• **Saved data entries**
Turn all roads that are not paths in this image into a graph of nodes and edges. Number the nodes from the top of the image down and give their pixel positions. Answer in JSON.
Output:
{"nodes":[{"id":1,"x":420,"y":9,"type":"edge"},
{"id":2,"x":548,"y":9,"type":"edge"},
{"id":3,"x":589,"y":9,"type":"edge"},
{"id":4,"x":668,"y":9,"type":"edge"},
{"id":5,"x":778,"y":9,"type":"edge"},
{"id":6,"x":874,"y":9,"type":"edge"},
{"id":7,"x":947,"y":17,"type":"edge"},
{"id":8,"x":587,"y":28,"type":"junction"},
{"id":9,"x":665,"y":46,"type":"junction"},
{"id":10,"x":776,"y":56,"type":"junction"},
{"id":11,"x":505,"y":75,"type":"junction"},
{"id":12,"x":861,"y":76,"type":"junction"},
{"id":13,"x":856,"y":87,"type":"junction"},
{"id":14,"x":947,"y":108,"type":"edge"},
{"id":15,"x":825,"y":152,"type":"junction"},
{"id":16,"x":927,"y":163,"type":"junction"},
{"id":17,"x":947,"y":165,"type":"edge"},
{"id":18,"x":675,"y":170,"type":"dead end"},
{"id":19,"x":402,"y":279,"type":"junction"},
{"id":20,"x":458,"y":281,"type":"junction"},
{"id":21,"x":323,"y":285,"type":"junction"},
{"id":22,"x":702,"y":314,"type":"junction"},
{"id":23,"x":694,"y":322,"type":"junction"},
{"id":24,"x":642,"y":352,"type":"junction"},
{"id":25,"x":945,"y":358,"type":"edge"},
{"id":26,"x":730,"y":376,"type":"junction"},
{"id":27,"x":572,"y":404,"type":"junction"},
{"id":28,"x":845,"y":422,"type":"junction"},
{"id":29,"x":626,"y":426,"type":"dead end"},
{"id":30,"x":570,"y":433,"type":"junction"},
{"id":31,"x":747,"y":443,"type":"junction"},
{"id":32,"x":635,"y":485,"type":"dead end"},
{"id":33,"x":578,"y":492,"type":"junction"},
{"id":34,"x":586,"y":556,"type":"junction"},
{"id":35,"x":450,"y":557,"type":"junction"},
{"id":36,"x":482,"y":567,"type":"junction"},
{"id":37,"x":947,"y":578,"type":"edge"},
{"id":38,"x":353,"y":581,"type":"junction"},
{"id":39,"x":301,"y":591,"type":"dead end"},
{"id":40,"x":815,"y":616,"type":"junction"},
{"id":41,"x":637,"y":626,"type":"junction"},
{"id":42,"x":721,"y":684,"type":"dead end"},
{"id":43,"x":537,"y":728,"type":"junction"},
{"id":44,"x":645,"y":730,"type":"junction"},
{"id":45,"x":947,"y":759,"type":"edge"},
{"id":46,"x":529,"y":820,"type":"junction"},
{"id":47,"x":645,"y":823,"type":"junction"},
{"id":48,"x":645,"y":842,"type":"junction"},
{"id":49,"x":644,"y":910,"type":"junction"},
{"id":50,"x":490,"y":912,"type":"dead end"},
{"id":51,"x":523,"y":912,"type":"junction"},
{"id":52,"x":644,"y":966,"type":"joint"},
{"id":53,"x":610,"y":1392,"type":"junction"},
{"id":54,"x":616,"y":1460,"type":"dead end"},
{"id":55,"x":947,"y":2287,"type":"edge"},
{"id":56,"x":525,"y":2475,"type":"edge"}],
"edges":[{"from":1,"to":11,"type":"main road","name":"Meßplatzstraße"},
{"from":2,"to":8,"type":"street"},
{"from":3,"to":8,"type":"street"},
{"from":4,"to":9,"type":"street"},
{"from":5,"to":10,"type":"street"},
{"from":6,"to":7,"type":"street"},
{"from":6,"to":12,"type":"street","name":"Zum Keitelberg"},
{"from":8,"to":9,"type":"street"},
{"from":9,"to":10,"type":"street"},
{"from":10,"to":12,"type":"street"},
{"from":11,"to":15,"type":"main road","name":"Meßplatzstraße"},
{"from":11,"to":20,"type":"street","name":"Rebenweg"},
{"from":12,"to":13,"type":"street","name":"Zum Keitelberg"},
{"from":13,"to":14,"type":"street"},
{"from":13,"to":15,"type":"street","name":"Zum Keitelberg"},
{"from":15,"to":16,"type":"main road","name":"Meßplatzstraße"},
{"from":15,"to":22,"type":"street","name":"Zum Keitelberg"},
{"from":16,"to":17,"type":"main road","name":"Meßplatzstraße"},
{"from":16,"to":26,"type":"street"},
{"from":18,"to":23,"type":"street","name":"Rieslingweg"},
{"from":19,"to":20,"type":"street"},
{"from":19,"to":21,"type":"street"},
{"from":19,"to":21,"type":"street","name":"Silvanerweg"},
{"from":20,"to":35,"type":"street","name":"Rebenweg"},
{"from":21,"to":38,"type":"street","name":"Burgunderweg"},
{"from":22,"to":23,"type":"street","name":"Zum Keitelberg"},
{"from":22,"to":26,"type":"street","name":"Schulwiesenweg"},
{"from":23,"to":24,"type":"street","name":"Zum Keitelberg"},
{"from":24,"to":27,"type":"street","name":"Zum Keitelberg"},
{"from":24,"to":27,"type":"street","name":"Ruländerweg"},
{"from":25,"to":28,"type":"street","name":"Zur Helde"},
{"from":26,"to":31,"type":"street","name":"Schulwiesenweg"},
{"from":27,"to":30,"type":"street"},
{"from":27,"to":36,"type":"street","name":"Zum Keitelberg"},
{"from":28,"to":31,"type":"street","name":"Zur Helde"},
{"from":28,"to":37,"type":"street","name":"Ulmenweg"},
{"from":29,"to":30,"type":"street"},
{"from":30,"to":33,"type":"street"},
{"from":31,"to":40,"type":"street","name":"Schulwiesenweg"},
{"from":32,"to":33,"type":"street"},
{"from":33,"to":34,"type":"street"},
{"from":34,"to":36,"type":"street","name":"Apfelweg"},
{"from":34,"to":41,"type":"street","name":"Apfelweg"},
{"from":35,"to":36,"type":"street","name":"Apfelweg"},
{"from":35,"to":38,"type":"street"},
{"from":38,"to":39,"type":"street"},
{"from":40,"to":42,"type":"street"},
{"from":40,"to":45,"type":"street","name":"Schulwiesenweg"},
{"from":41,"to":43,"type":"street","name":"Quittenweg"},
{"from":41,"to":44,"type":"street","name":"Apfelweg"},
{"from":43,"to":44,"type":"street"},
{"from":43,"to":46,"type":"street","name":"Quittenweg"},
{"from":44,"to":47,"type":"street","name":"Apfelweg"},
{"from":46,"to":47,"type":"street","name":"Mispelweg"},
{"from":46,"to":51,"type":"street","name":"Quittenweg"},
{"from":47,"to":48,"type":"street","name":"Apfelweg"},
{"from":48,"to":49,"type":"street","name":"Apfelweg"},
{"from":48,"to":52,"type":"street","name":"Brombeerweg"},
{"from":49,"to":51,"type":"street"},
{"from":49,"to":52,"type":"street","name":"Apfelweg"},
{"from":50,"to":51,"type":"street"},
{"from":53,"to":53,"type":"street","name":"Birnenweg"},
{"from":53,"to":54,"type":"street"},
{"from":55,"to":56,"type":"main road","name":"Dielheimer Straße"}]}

• **What is being asked**
Each line in the data that holds the string "Rebenweg" should be found and copied.

• **Response area**
{"from":11,"to":20,"type":"street","name":"Rebenweg"},
{"from":20,"to":35,"type":"street","name":"Rebenweg"},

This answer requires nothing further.